## [TASK BRIEF]
Each line of the records that includes "Mota" should be found and copied.

## [DATA PROVIDED]

***

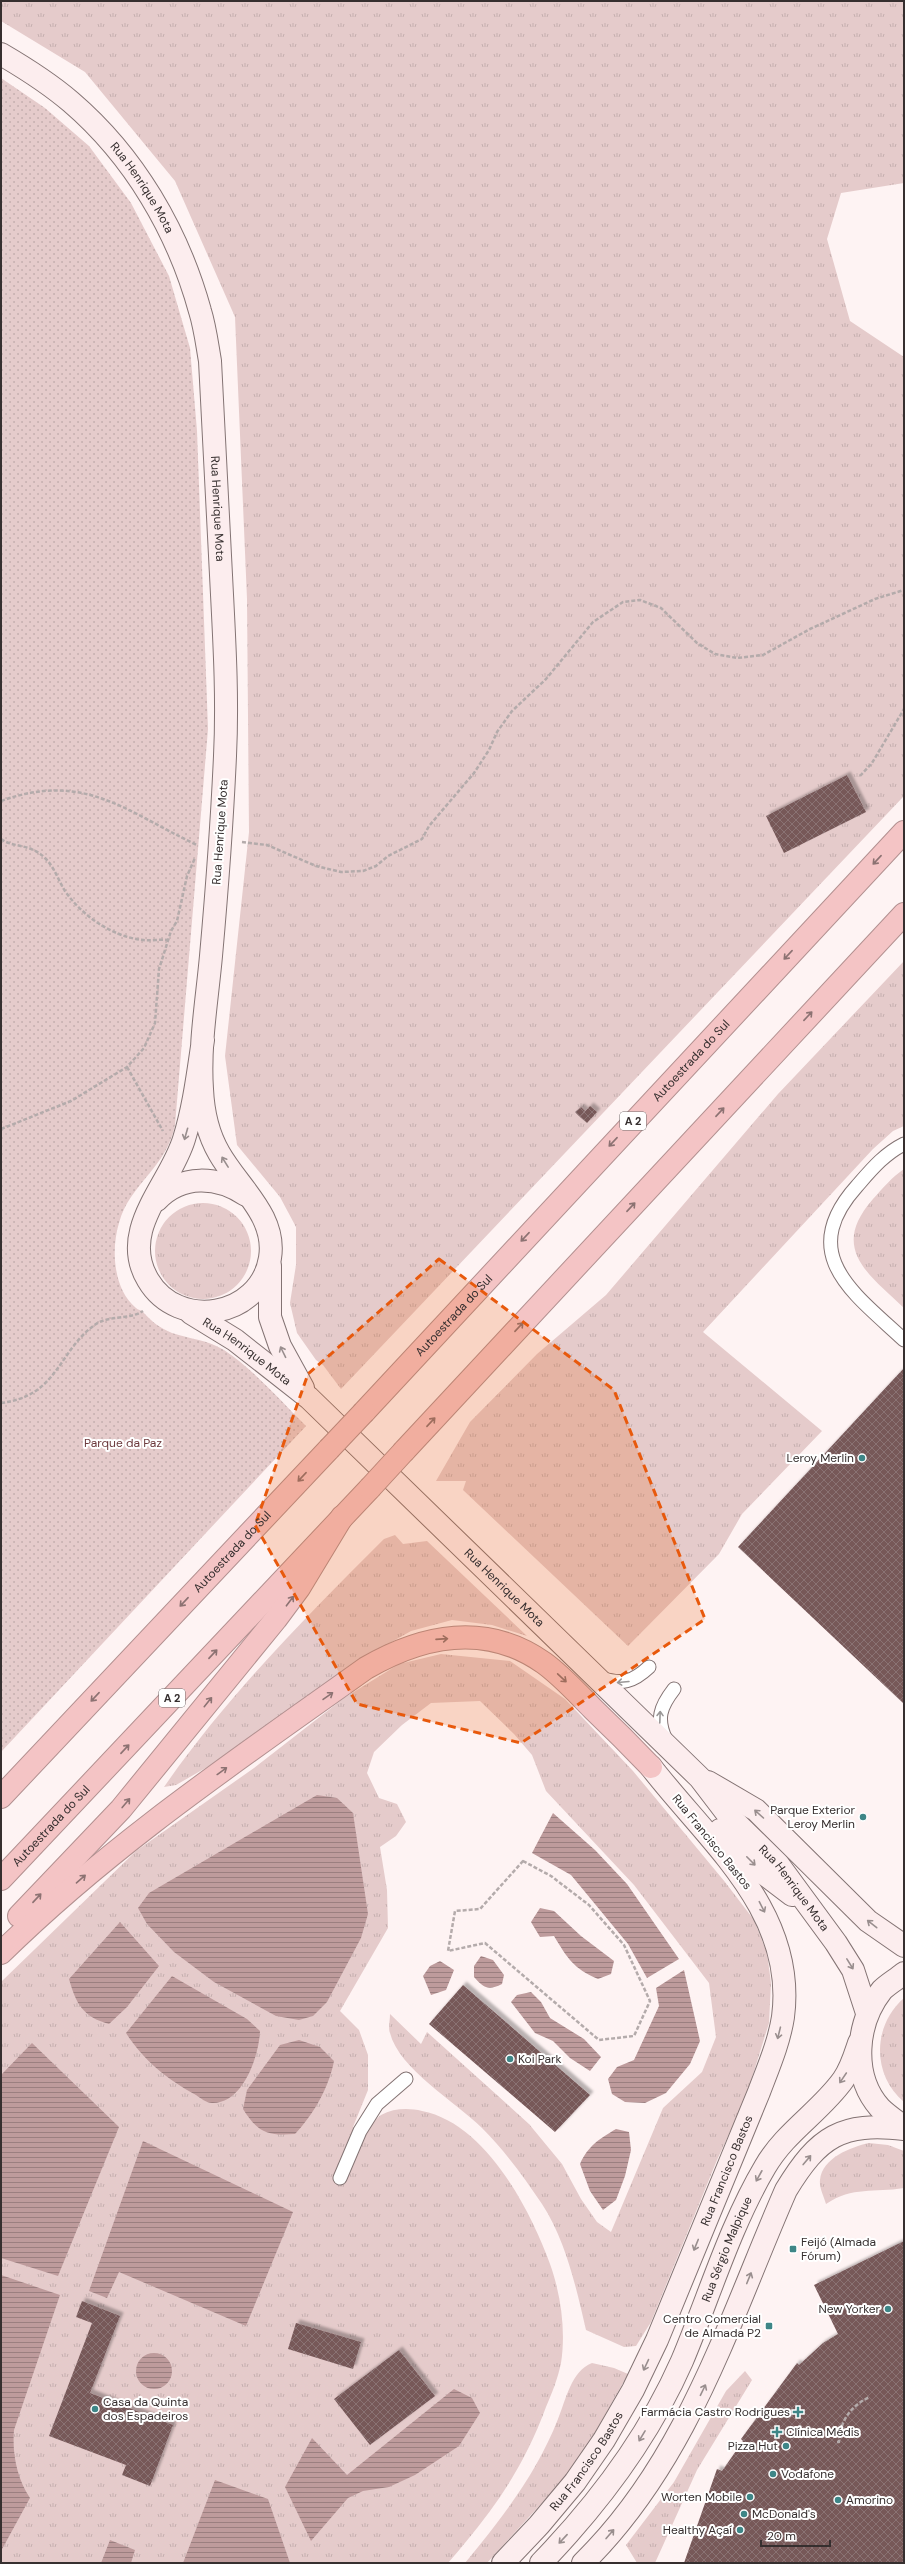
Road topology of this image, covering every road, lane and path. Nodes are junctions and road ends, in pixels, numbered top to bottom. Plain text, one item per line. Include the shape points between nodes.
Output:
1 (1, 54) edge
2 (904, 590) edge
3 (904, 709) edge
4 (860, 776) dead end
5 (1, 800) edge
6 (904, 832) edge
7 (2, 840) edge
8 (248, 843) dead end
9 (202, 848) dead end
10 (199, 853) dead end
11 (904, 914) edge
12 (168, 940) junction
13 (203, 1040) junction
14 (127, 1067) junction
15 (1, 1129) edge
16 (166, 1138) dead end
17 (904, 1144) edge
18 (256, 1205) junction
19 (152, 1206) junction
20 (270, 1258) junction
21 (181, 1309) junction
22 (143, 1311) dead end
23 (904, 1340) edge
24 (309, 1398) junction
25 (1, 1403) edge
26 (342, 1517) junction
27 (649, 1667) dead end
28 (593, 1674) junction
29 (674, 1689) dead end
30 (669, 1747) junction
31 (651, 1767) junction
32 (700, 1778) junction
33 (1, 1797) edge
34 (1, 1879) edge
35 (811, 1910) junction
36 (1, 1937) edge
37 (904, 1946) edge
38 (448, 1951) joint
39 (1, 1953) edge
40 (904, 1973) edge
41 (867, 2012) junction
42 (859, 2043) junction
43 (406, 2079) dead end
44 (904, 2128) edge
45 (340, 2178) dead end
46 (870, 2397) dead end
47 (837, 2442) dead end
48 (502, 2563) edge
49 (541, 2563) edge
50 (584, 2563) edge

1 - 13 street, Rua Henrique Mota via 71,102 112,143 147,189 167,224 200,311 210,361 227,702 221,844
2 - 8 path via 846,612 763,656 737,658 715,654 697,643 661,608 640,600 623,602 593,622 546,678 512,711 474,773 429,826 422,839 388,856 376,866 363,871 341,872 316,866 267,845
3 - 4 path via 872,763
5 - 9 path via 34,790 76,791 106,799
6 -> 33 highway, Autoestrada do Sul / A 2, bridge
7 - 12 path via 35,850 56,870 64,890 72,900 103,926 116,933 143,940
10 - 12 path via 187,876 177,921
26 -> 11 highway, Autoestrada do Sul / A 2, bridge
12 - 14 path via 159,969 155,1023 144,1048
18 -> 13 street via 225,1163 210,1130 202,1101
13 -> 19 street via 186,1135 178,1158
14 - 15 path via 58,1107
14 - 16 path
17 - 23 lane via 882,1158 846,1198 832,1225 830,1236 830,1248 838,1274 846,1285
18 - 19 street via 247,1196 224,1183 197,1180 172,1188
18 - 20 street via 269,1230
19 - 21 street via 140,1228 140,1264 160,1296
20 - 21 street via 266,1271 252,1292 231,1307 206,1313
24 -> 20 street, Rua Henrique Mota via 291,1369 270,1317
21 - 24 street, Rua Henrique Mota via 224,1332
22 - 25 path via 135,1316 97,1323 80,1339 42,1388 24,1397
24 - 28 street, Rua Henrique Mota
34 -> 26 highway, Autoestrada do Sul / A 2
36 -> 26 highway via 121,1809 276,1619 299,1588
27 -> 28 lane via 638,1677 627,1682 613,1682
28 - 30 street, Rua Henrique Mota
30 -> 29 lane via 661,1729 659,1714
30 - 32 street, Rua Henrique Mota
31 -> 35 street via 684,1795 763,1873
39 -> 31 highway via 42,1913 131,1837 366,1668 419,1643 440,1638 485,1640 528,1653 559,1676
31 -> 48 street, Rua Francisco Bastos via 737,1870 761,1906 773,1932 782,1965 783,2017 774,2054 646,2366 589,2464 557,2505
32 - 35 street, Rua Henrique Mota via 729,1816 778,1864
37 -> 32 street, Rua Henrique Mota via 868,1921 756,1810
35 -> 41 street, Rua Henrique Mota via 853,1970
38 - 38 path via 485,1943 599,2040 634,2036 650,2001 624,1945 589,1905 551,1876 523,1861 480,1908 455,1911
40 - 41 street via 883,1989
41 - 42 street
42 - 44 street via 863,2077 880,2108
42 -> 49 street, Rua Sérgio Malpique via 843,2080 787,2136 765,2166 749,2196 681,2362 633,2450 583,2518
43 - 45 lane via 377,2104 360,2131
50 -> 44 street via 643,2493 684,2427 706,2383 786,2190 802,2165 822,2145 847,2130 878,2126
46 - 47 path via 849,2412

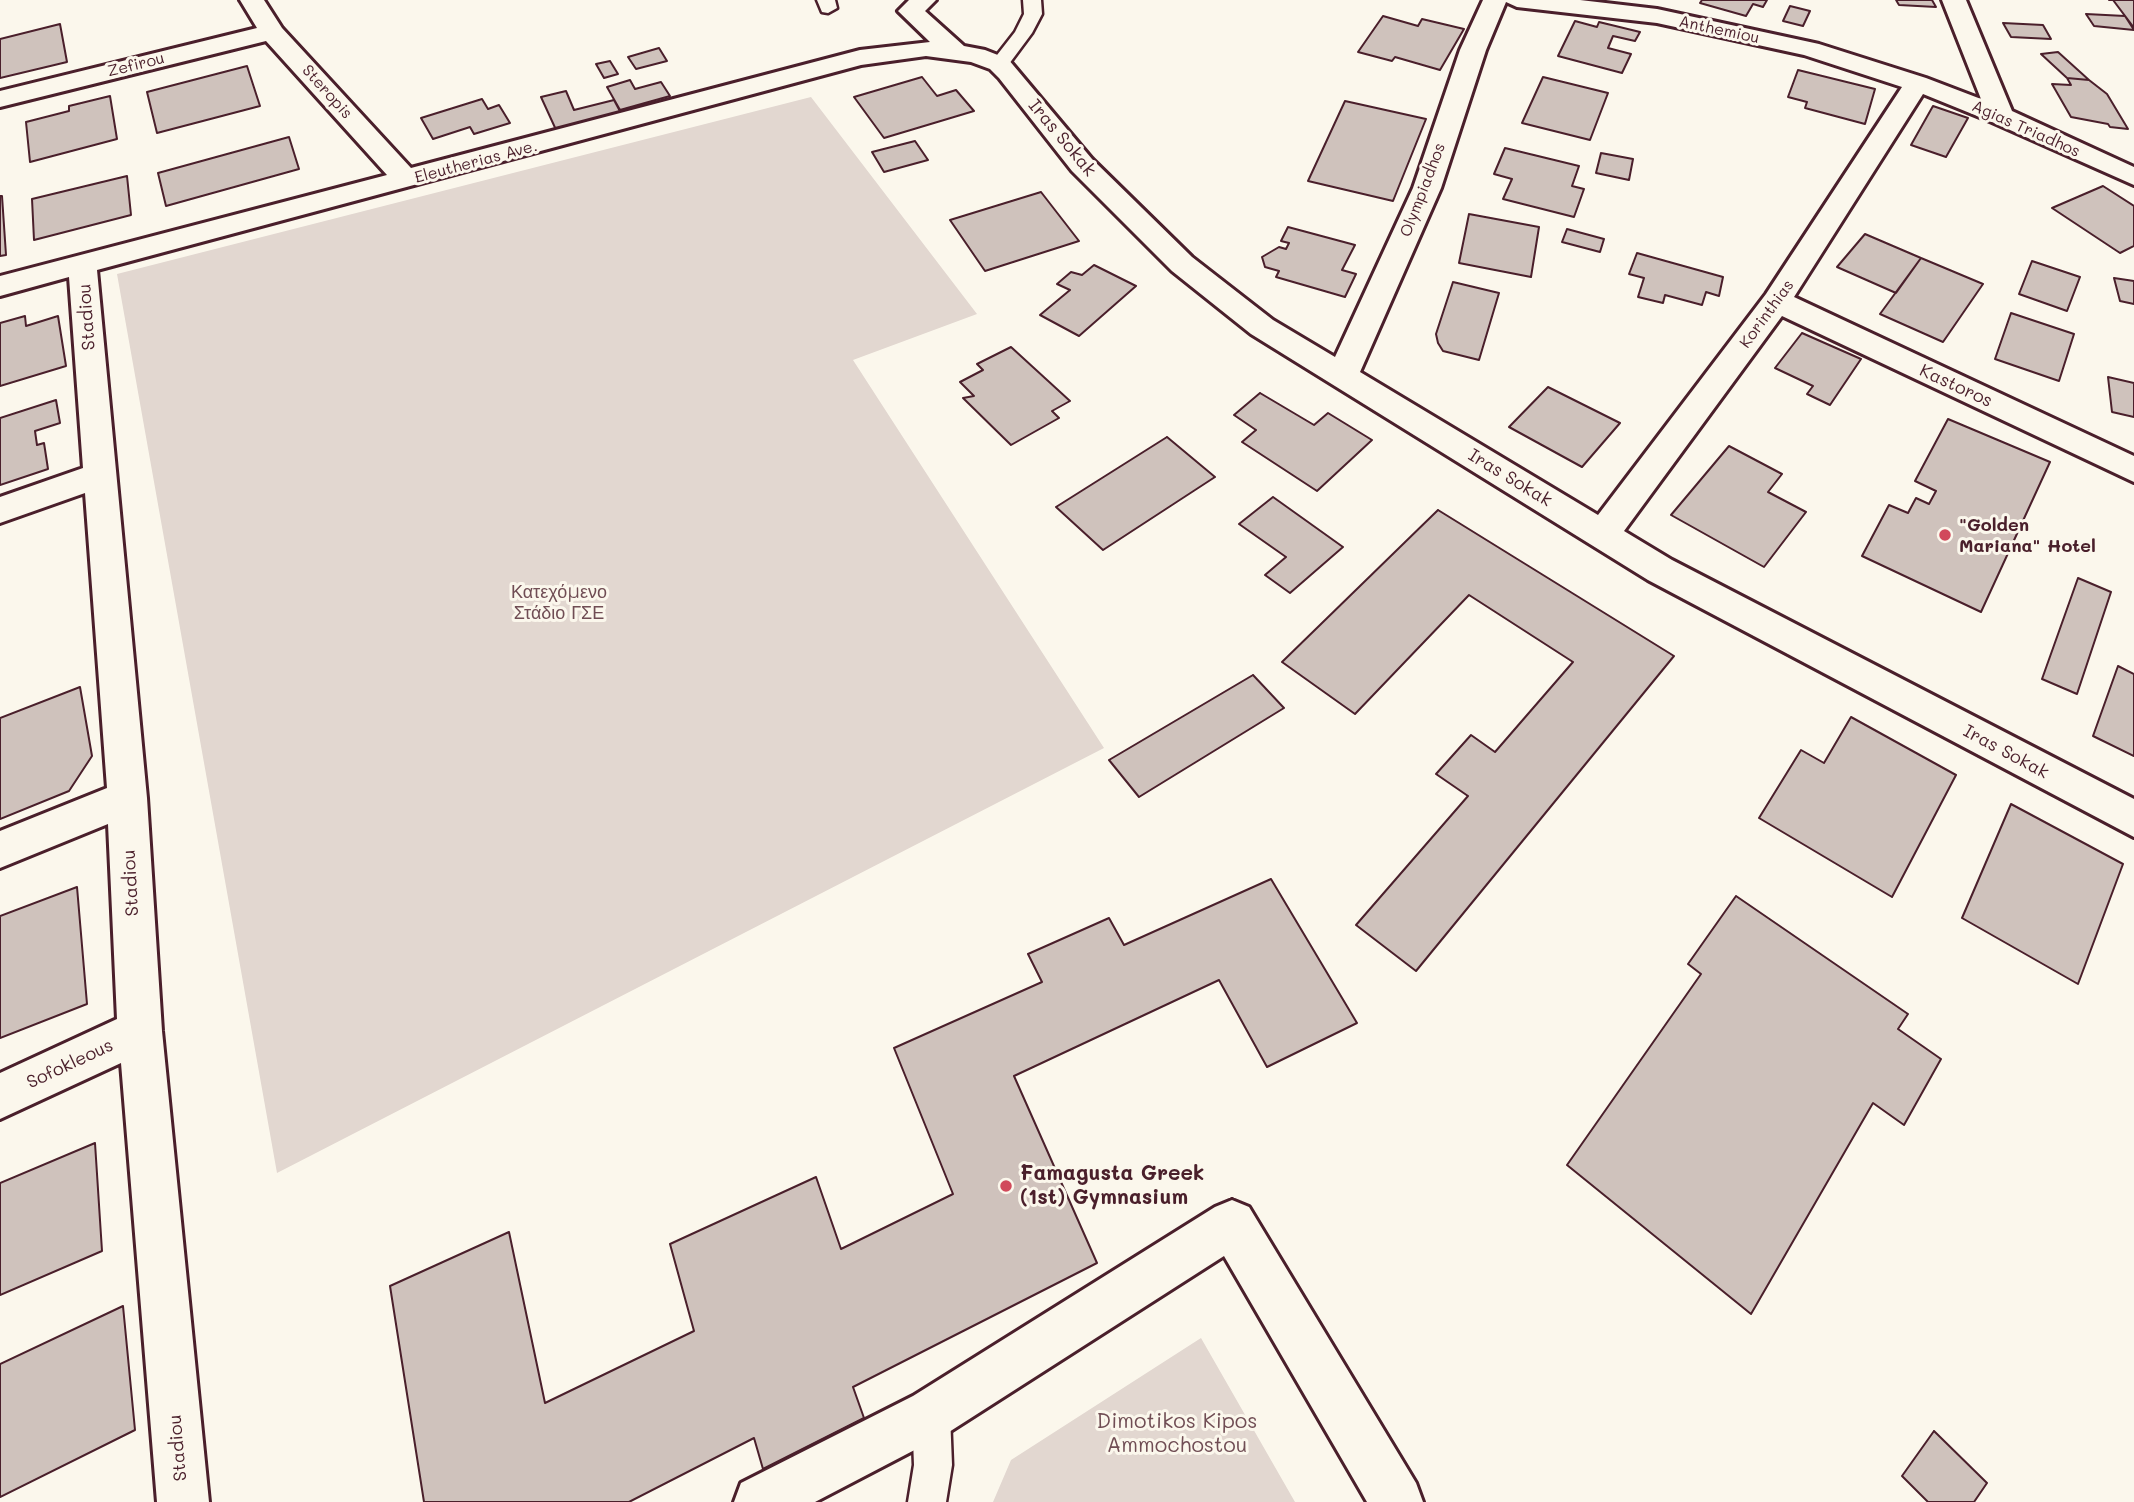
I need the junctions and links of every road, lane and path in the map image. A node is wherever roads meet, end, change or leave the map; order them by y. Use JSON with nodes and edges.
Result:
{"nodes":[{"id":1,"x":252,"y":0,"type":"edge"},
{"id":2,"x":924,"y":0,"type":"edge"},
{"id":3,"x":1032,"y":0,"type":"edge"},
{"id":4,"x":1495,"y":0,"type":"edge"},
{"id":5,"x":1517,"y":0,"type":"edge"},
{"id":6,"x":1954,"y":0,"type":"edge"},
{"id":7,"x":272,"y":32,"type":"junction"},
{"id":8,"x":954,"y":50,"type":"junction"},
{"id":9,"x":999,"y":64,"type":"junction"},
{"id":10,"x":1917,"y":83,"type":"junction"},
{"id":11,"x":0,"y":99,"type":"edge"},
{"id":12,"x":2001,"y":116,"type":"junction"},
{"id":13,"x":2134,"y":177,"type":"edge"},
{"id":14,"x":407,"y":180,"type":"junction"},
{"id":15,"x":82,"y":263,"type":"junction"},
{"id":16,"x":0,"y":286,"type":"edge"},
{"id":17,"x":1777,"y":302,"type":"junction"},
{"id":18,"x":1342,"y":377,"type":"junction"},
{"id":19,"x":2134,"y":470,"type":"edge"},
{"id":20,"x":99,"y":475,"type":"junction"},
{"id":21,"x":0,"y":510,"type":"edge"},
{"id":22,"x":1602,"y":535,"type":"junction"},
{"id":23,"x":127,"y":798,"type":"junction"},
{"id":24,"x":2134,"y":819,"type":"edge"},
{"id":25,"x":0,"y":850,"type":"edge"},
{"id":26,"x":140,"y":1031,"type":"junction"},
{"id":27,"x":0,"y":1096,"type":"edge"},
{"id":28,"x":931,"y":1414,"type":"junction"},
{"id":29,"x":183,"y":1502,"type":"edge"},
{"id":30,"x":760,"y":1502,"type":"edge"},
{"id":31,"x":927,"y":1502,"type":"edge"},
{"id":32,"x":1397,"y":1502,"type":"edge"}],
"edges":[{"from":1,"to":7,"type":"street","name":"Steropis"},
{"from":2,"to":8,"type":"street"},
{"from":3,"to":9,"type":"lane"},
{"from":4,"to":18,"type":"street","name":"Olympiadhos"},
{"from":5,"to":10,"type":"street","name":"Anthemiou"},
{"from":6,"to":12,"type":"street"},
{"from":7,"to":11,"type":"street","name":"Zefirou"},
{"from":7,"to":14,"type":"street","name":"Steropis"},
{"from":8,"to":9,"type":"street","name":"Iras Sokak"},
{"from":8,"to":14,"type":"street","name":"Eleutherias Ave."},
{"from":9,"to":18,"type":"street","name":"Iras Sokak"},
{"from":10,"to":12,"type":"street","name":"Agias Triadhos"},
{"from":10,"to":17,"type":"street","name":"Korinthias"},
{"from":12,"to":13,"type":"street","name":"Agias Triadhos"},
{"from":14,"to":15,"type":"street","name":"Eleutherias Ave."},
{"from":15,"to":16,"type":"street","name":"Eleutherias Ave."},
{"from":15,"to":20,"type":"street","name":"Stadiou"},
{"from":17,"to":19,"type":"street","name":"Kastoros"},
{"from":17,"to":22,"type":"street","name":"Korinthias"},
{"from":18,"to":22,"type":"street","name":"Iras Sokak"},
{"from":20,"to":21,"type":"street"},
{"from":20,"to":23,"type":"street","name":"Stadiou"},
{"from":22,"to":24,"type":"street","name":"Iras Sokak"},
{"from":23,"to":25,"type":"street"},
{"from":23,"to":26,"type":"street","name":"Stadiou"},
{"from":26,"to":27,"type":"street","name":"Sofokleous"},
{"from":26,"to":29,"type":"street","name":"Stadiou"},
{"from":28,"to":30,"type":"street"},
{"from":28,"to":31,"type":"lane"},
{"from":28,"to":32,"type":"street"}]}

***

## [RESPONSE]
1 - 13 street, Rua Henrique Mota via 71,102 112,143 147,189 167,224 200,311 210,361 227,702 221,844
24 -> 20 street, Rua Henrique Mota via 291,1369 270,1317
21 - 24 street, Rua Henrique Mota via 224,1332
24 - 28 street, Rua Henrique Mota
28 - 30 street, Rua Henrique Mota
30 - 32 street, Rua Henrique Mota
32 - 35 street, Rua Henrique Mota via 729,1816 778,1864
37 -> 32 street, Rua Henrique Mota via 868,1921 756,1810
35 -> 41 street, Rua Henrique Mota via 853,1970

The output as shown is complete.